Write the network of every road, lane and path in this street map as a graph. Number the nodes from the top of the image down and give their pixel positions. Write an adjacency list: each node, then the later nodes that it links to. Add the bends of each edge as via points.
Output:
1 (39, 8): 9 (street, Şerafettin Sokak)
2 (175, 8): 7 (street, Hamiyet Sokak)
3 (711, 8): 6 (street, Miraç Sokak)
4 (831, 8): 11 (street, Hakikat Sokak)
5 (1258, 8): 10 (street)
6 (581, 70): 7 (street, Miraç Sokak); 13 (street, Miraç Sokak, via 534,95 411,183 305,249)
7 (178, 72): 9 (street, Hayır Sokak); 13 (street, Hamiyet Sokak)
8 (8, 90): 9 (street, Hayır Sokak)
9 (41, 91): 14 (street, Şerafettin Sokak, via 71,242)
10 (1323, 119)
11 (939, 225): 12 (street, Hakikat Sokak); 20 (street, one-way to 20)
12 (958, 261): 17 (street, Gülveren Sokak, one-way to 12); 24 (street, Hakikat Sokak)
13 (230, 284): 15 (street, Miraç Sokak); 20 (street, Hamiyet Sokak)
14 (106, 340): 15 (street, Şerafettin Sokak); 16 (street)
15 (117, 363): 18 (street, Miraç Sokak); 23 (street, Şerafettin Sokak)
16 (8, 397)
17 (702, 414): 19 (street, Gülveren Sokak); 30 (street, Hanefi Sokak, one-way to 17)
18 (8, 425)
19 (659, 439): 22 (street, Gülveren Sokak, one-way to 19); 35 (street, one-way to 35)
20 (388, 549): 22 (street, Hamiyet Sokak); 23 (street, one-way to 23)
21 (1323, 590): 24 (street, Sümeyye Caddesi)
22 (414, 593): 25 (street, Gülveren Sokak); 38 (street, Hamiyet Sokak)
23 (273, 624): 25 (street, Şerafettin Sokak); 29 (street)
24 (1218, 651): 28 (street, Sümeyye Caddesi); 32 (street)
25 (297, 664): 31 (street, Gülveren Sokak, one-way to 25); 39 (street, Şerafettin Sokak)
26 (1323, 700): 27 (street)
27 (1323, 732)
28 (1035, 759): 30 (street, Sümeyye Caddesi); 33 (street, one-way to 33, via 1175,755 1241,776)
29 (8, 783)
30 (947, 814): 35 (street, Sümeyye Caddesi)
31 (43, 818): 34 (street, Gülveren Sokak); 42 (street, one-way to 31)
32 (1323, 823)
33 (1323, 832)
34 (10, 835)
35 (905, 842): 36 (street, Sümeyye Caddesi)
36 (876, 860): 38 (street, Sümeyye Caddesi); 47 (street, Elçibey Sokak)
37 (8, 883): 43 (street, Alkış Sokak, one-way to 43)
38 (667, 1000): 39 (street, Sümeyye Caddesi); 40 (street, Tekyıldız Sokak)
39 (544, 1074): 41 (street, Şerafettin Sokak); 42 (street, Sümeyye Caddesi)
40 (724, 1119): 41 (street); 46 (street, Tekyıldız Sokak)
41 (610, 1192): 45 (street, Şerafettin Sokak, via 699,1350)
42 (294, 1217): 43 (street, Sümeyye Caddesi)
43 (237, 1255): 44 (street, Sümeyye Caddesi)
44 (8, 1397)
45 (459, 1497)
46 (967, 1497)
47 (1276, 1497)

What you have to do:
Copy out every line in the records where the word "Tekyıldız" is found.

Reply:
38 (667, 1000): 39 (street, Sümeyye Caddesi); 40 (street, Tekyıldız Sokak)
40 (724, 1119): 41 (street); 46 (street, Tekyıldız Sokak)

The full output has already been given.